Excel is “the most successful programming system in the history of homo sapiens,” says Anaconda CEO Peter Wang in an interview “because regular ‘muggles’ can take this tool...put their data in it...ask their questions…[and] model things.” In short, it’s easy to be productive with Excel.
Superior ease and productivity: This is the future Wang envisions for the popular Python programming language. Although Excel has succeeded without open source, Wang believes Python will succeed precisely because of open source.
It’s about builders
For years we’ve treated software as a product that some company delivers to you for a fee. At least in the enterprise world, this has never reflected reality. Why? Because no matter how good the product, it never fully satisfies the needs of customers. In addition to whatever customers pay for the software, they’re also going to pay additional fees for integration, customization, etc. Software, in short, is always a process and not really a product.
Open source was early to clue into this fact. Wang says, “What open source does is it opens the doors. It’s like the right to tinker, the right to repair, the right to extend.” In other words, open source embraces the idea of software as a service—as a process.
More important, this means that open source encourages more people to participate in its creation and success. With most software, Wang estimates that 90% to 95% of users are left out of the creation process. They might see the demos but they’re trusting others to deliver software value on their behalf. By contrast, “open source for data science has become so successful because a whole new category of users got turned into makers and builders,” Wang says.
Most people aren’t writing Python scripts, to be clear. But Python has made it much easier for average people to do data science, which is one of the biggest reasons for its success in data science. For Wang, the holy grail isn’t for Python to beat Ruby or Perl or some other programming language—it’s to supplant Excel as the data science tool of choice for average, mainstream users. “I’m pushing Python and PyData to be the conceptual successor to Excel,” he says.
Remixing the future
How do we get there? Open source community is essential, Wang argues, and not merely to the community of those capable of committing code. Python, he says, has a “remix culture and a learning culture as well as a teaching culture.”
Of course code matters in Python land. These committers, Wang suggests, lay the foundation for much of what others build on top: “By maintaining a certain user layer and a user-facing API and providing some stability around that, they are allowing a whole higher level of contribution to emerge and to thrive.” This isn’t enough, however.
Nor is it the only valuable contribution. He notes that “all the people answering usage questions on Stack Overflow and all the people writing a blog post about their first Scikit-learn model” may be only two or three years into doing any kind of data analysis work themselves, but they’re paving the way for others to participate.

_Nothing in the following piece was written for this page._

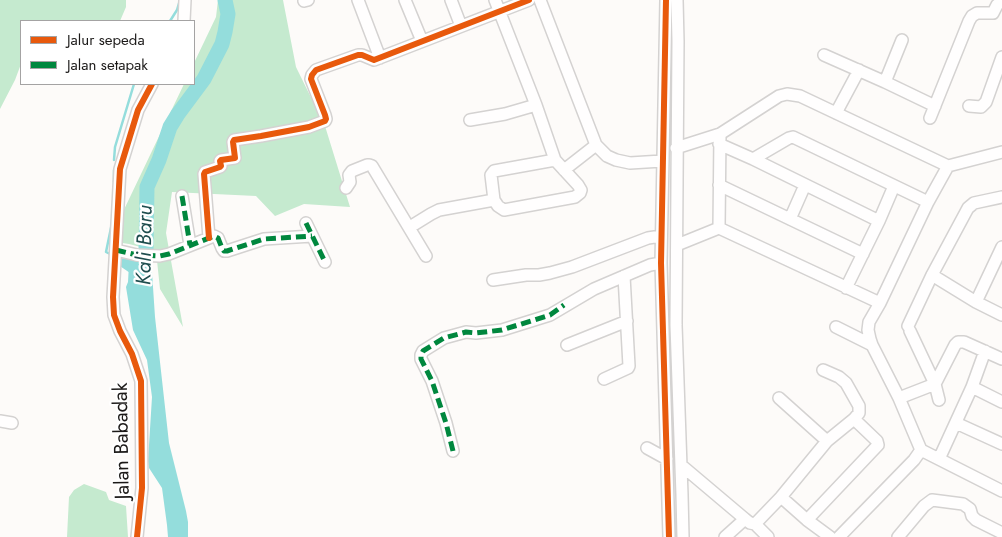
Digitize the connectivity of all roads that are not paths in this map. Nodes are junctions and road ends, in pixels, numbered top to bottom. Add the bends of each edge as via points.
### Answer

Is this better than the Excel model of innovation, with one company pushing a particular product? For Wang, the answer is a clear yes. “When we have slowed down and worked with other people, generally the end result is better than if we just hunkered down and did our own thing,” he says. The end result, Wang hopes, is a community developed “Excel” that will change data science forever, making it even more approachable and broadly applicable than Excel.